A Splendid Day in Esplen

view of McKees Rocks, PA from Pittsburgh neighborhood of Esplen

Esplen: Gateway to McKees Rocks. View of downtown McKees Rocks from the end of Radcliffe Street.

This blogger ain’t too proud to admit he had to look it up. Where the heck is Esplen? Well, it turns out we’d been there–or, at least, driven past–plenty of times and just didn’t even know it. You probably have as well.

The little boomerang-shaped neighborhood sits at the far western edge of the city, bounded by the Ohio River, Chartiers Creek, and a set of train tracks. There is no welcome sign. If you don’t live in the area, you’ve still probably whizzed by on West Carson Street/Rt. 51 as it heads out toward McKees Rocks, Neville Island, Coraopolis, and points west. In fact, from several Esplen dead-end streets there are some quite fine, elevated views across the creek to Chartiers Ave., downtown McKees Rocks’ main drag[1].

small cinderblock building with "Lab" over front door, Pittsburgh, PA

Mystery Lab

A visit to Esplen won’t take you all day. With ten or twelve very short streets, plus a similar number of alleys and block-long connectors–may be a couple hundred total houses–you can probably tour the entire neighborhood and still have time for the Sunday crossword all before lunch.

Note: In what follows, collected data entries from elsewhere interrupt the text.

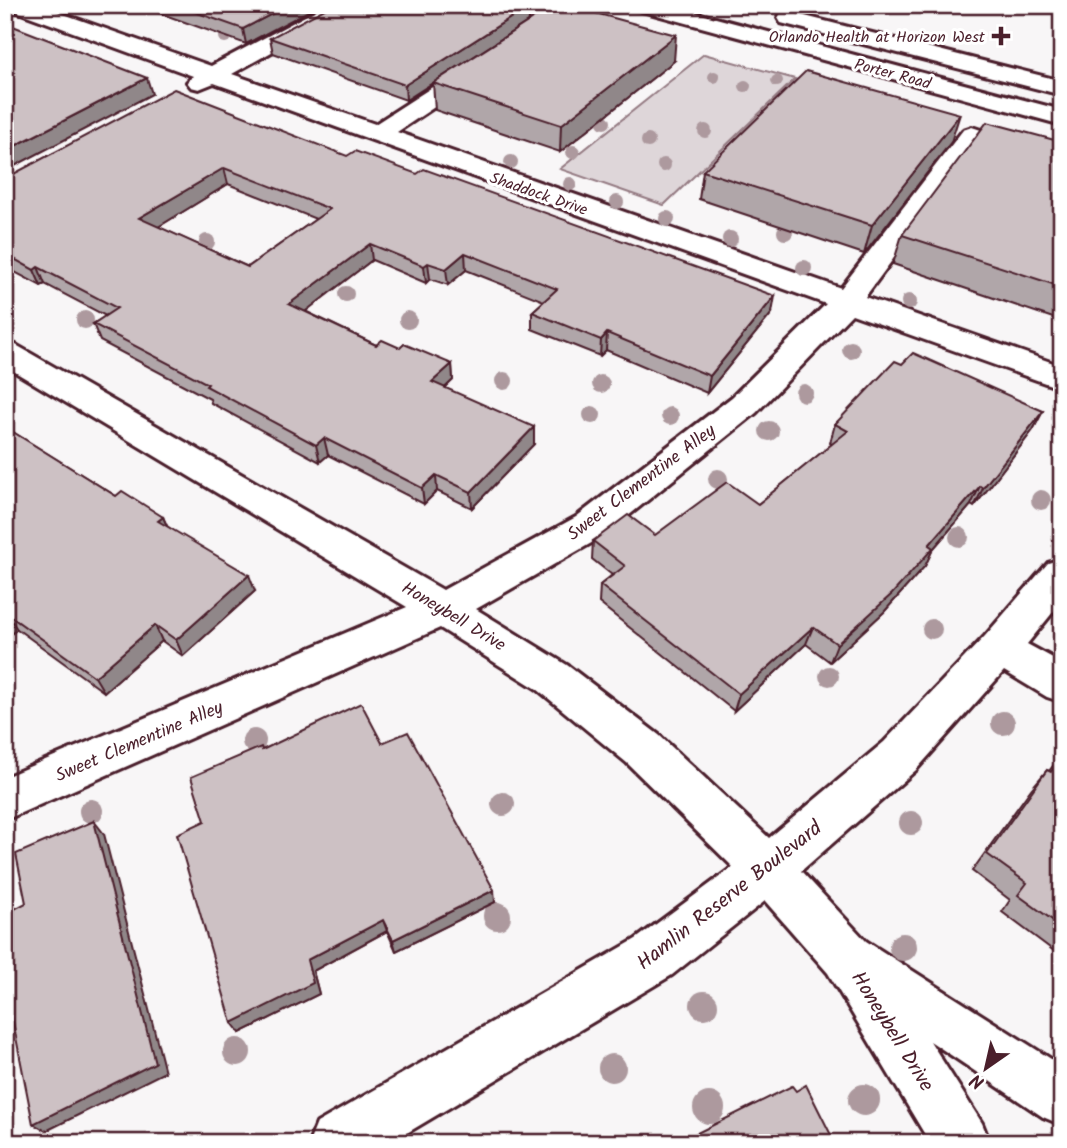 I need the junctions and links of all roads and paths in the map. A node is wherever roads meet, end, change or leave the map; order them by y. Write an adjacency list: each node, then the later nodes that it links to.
1 (18, 5): 6 (street, Shaddock Drive)
2 (342, 5): 8 (street)
3 (642, 5): 11 (street, Porter Road)
4 (93, 11): 6 (street)
5 (769, 12): 9 (street, Porter Road)
6 (66, 23): 8 (street, Shaddock Drive)
7 (494, 57): 12 (street)
8 (212, 75): 10 (street); 12 (street, Shaddock Drive)
9 (1062, 88)
10 (177, 94)
11 (1062, 118)
12 (375, 135): 14 (street, Shaddock Drive)
13 (972, 135): 14 (street, Sweet Clementine Alley)
14 (846, 302): 16 (street, Shaddock Drive); 18 (street, Sweet Clementine Alley)
15 (5, 352): 18 (street, Honeybell Drive)
16 (1062, 377)
17 (1062, 573): 19 (street, Hamlin Reserve Boulevard)
18 (443, 609): 21 (street, Sweet Clementine Alley); 22 (street, Honeybell Drive)
19 (999, 648): 20 (street); 22 (street, Hamlin Reserve Boulevard)
20 (1062, 684)
21 (11, 789)
22 (768, 869): 23 (street, Honeybell Drive); 25 (street, Hamlin Reserve Boulevard)
23 (846, 956): 24 (street, Honeybell Drive); 26 (street, Honeybell Drive)
24 (1062, 1098)
25 (364, 1136)
26 (962, 1143)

Esplen is largely zoned commercial/industrial and is home to several small factories, a trucking center, some kind of chemical plant with its own mystery “Lab”, two different plumbing and heating outfits, etc. All this and the only actual retail business is a single Sunoco station. Presumably, Esplenites cross the creek to shop in the Rocks’ business district just blocks away.

statuette of Mary with white flowers, Pittsburgh, PA

Mary with flowers, Oregon Street

statuette of Mary on pedestal of bricks, Pittsburgh, PA

She’s a brick house Mary, Oregon Street

Esplen is a tiny neighborhood–among the smallest in the city both in acreage and population–but it still has a bunch of our favorite Pittsburgh things. There is a fine pair of front yard Marys at two different Oregon Street houses, some rugged untamed hillsides–one with a couple weird tunnels (storm drains from uphill Sheraden? former sewers?)–and a set of houses built on the face of a rock wall so steep there are two flights of steps to get to the front doors. A hand-painted sign informed us the mail is delivered milkman-style via the Caledonia Way alley behind the houses.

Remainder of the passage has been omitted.